--- Directions for this task ---
Find all lines in the records that include the word "highway", and copy them out.

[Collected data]
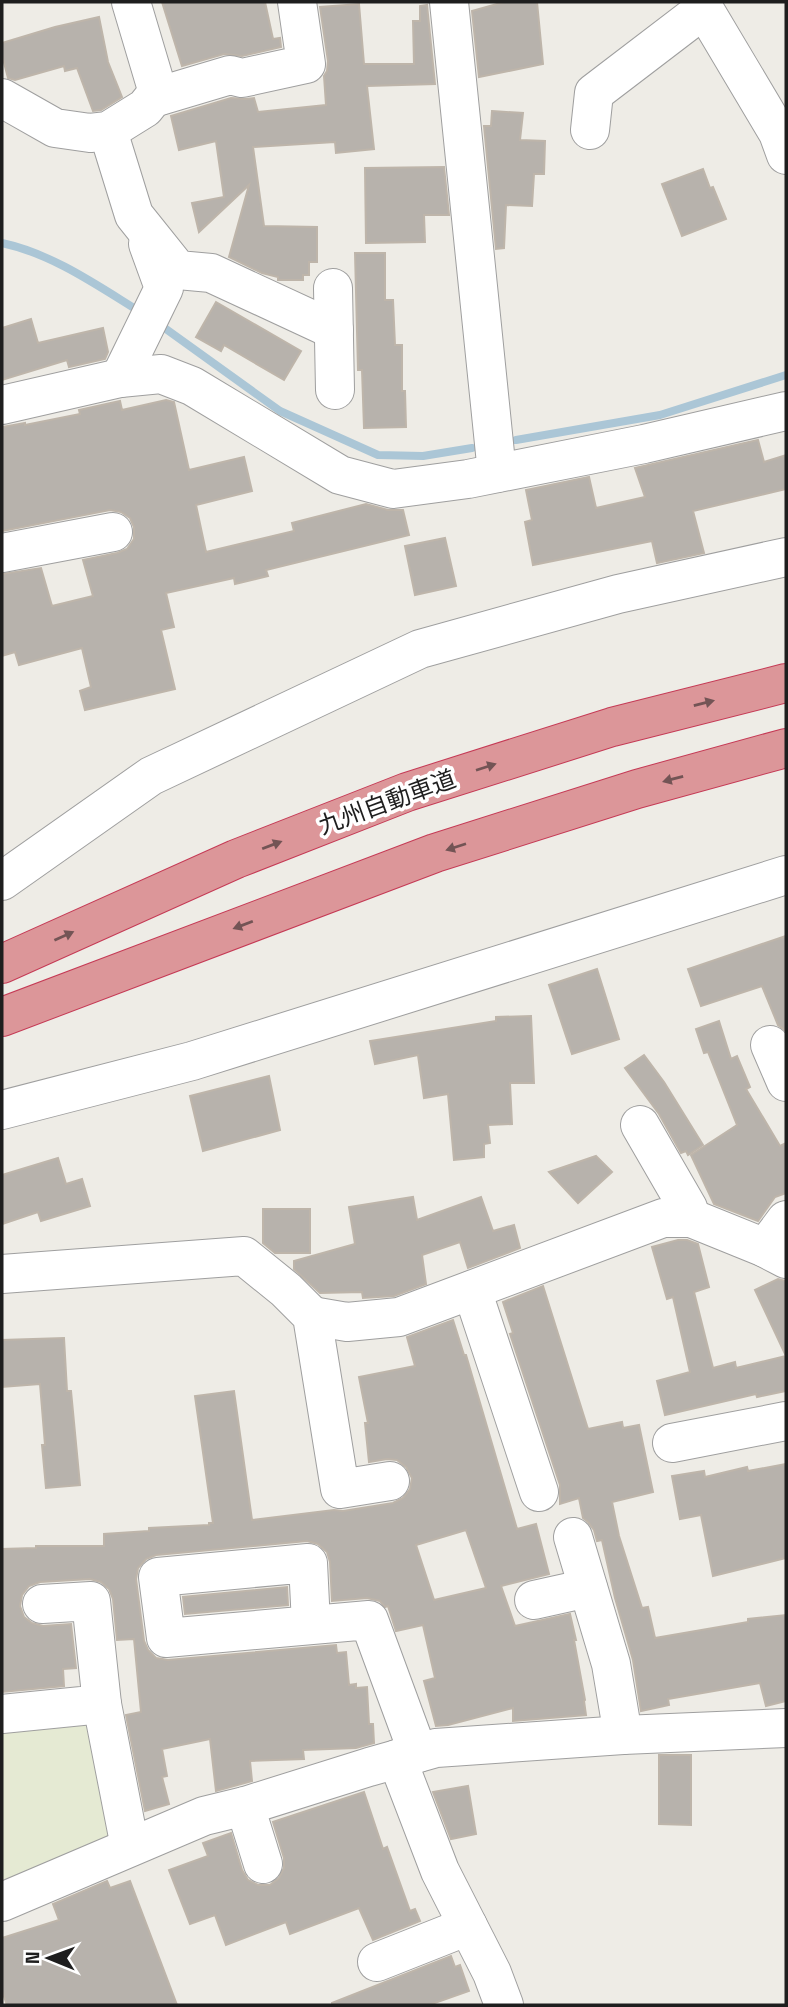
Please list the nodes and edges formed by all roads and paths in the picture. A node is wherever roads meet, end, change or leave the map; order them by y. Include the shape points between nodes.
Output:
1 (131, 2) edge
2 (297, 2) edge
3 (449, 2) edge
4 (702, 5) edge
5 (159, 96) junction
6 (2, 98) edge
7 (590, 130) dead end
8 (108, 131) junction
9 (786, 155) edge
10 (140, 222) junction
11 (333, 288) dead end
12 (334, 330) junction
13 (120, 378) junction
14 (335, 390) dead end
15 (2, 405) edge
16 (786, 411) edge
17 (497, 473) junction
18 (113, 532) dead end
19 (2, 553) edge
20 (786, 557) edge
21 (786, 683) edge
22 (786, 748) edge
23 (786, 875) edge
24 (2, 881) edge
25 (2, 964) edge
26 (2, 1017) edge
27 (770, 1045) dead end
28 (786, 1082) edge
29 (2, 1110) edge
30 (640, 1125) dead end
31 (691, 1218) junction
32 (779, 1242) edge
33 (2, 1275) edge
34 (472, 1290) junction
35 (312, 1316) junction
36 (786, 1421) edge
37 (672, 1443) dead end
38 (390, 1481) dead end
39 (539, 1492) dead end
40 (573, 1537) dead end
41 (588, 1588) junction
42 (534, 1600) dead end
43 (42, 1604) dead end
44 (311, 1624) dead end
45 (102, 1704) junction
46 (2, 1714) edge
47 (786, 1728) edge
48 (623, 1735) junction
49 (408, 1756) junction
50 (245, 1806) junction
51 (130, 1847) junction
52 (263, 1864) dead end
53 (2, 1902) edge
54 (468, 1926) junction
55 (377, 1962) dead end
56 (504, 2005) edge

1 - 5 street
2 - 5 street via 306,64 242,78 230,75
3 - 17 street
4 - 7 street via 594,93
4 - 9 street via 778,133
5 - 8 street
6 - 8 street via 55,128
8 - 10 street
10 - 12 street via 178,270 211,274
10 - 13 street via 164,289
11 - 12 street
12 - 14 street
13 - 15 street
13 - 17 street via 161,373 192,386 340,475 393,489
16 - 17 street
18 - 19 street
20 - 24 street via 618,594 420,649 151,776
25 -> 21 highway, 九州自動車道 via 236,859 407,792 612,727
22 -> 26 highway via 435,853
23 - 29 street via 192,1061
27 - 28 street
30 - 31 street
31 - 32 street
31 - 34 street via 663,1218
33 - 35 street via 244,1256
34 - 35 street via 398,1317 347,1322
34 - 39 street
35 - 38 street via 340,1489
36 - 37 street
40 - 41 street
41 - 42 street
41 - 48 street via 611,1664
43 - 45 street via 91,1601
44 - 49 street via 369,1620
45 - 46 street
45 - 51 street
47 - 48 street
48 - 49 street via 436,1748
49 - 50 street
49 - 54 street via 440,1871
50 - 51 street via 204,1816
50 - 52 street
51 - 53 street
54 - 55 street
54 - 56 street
---
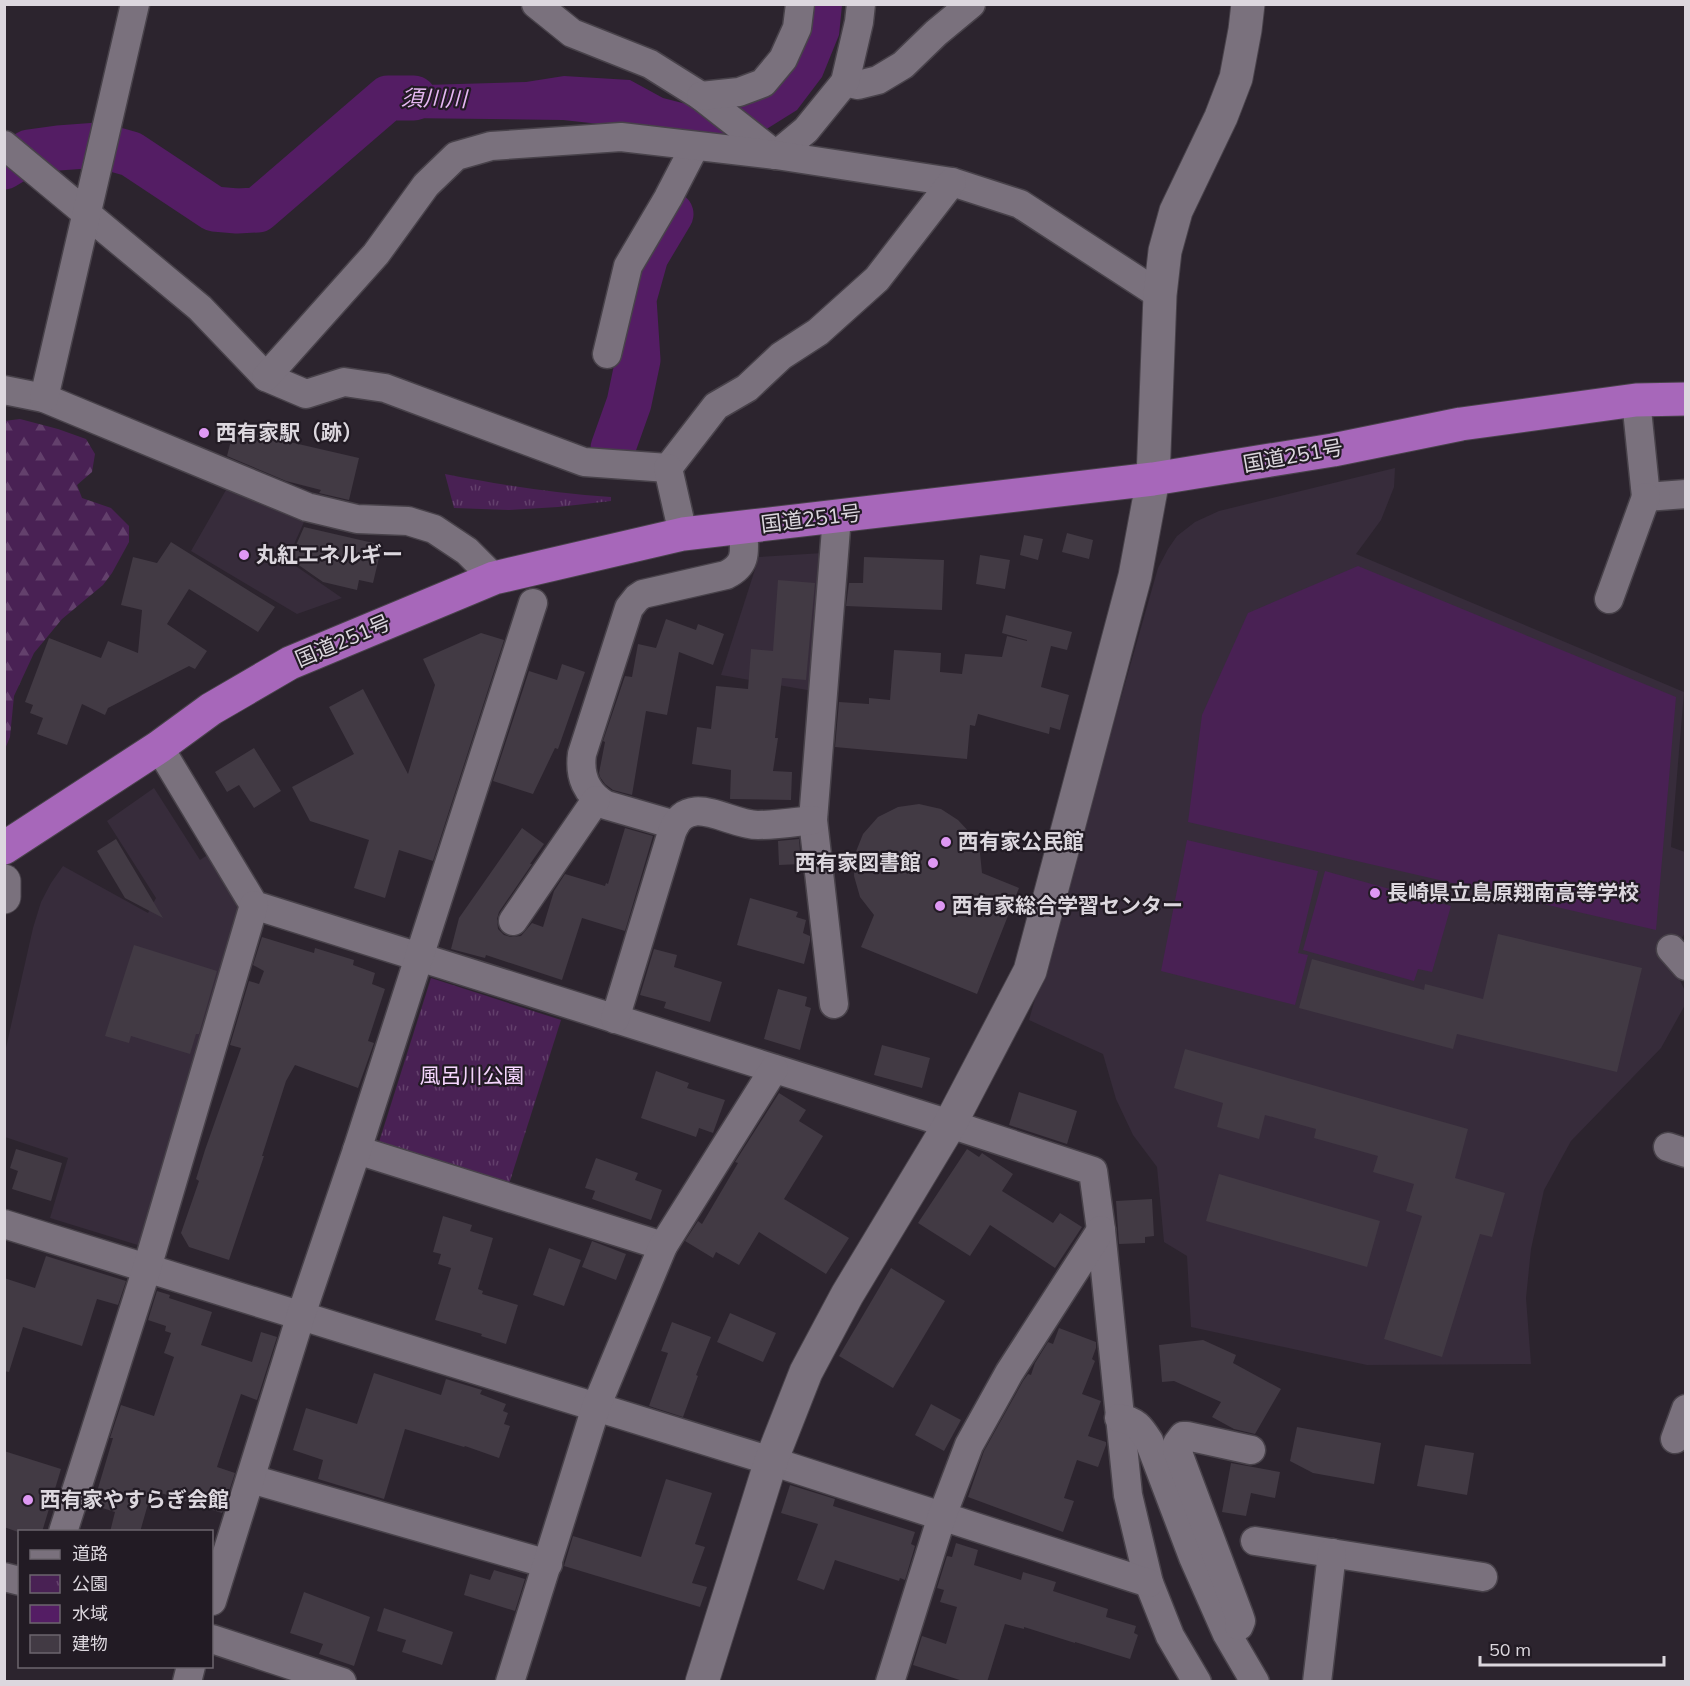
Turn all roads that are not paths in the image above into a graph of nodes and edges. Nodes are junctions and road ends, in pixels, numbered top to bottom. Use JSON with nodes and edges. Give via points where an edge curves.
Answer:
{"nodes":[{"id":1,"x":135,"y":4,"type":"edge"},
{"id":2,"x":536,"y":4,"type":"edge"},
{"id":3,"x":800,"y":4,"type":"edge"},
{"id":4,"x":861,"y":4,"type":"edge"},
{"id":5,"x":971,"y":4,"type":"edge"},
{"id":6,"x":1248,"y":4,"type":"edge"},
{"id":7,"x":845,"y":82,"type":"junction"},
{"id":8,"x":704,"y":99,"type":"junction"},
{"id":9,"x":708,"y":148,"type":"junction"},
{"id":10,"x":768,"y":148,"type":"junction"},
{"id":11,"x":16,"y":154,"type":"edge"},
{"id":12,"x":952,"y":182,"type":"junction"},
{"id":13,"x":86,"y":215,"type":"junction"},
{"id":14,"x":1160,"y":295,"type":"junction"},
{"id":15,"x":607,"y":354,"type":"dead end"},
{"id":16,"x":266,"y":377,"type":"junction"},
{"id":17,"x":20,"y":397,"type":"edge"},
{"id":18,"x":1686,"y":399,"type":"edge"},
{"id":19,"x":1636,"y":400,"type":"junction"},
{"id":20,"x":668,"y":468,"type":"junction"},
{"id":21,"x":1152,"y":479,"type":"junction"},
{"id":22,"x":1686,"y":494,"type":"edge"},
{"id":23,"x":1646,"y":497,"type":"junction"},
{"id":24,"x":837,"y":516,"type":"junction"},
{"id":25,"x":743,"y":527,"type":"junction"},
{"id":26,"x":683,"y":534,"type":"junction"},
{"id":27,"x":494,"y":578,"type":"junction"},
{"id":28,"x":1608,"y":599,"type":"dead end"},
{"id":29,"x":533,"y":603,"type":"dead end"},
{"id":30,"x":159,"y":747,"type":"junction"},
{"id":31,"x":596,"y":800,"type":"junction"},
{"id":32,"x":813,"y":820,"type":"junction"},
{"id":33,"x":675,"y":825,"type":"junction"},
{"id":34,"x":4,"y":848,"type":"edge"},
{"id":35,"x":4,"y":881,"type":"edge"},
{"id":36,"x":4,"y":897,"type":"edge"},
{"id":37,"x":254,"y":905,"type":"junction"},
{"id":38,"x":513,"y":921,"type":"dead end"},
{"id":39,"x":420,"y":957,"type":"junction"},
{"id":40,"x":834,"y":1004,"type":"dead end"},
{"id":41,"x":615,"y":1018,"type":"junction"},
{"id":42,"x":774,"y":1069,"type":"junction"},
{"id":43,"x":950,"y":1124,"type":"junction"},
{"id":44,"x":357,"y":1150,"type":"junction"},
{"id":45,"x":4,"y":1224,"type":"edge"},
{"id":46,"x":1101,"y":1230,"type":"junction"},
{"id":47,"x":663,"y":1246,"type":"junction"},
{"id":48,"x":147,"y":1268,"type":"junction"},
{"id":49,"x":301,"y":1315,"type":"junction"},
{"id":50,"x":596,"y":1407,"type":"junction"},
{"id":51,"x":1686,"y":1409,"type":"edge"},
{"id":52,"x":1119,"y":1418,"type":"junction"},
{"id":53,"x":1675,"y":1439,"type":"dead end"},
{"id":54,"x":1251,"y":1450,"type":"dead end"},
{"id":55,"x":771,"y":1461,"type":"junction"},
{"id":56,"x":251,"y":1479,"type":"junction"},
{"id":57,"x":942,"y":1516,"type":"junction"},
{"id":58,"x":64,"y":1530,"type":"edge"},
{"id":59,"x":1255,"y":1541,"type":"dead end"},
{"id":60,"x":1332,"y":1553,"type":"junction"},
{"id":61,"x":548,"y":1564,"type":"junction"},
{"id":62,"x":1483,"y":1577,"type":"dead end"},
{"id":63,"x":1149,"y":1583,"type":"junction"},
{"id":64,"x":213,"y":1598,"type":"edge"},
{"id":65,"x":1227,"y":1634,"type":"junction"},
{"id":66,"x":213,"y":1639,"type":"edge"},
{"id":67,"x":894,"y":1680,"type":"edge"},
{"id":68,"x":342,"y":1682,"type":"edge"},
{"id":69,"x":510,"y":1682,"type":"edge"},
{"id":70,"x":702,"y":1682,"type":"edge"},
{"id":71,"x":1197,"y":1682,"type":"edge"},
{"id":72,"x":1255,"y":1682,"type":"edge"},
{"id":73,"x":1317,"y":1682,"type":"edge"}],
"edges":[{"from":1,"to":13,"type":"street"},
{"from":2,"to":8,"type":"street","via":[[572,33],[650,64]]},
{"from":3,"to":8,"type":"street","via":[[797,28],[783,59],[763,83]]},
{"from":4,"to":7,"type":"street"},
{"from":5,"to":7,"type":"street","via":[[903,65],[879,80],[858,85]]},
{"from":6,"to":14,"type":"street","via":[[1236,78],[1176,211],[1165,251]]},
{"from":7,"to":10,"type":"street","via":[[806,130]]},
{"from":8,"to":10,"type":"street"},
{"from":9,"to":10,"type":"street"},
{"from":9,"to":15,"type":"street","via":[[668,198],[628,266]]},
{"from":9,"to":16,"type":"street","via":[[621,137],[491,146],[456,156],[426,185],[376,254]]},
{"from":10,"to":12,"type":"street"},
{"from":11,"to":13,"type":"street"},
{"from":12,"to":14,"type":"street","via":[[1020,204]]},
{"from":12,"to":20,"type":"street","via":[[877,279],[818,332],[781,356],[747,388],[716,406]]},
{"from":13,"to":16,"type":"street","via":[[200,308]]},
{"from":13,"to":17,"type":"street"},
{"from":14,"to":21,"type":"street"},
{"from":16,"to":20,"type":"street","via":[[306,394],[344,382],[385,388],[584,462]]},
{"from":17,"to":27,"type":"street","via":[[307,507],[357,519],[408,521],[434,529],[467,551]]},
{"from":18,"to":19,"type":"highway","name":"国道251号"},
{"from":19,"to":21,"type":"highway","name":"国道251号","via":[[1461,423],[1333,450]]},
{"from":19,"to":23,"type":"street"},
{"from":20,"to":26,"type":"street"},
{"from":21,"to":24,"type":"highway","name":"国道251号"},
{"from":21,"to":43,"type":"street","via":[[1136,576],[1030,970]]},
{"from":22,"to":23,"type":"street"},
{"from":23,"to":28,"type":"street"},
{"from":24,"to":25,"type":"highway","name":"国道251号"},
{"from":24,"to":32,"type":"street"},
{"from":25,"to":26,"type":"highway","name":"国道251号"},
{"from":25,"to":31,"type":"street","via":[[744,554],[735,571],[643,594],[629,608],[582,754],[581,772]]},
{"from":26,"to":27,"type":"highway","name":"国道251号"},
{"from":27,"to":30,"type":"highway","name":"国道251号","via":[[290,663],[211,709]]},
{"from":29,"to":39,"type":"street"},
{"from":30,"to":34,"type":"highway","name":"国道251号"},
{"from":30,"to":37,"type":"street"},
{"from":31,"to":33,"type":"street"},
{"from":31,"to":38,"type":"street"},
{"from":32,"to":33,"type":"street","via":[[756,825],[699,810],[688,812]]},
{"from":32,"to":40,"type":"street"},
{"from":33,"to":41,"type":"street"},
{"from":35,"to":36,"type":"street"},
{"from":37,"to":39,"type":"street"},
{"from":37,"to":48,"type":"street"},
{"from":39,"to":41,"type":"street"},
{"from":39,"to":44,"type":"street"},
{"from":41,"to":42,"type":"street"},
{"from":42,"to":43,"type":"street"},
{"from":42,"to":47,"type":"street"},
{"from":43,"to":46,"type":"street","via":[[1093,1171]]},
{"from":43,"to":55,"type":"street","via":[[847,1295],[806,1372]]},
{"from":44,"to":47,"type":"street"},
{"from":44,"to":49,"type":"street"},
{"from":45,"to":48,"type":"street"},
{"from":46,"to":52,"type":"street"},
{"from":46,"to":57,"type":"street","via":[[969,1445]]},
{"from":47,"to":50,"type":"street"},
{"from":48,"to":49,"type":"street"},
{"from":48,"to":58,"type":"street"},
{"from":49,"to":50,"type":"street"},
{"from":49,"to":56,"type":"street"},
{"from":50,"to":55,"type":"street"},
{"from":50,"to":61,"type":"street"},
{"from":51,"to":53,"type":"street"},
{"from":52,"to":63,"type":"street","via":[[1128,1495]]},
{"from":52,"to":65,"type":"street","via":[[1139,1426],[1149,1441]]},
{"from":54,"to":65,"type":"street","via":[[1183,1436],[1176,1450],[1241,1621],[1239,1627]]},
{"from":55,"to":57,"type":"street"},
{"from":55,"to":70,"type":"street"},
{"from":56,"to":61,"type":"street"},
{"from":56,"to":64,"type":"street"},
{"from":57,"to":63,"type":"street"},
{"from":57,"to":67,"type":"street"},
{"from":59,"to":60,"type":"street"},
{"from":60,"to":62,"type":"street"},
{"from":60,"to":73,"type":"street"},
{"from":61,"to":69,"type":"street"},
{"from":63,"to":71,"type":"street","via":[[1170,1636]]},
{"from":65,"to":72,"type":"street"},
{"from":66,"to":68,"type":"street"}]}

--- Solution to the problem ---
25 -> 21 highway, 九州自動車道 via 236,859 407,792 612,727
22 -> 26 highway via 435,853
{"from":18,"to":19,"type":"highway","name":"国道251号"},
{"from":19,"to":21,"type":"highway","name":"国道251号","via":[[1461,423],[1333,450]]},
{"from":21,"to":24,"type":"highway","name":"国道251号"},
{"from":24,"to":25,"type":"highway","name":"国道251号"},
{"from":25,"to":26,"type":"highway","name":"国道251号"},
{"from":26,"to":27,"type":"highway","name":"国道251号"},
{"from":27,"to":30,"type":"highway","name":"国道251号","via":[[290,663],[211,709]]},
{"from":30,"to":34,"type":"highway","name":"国道251号"},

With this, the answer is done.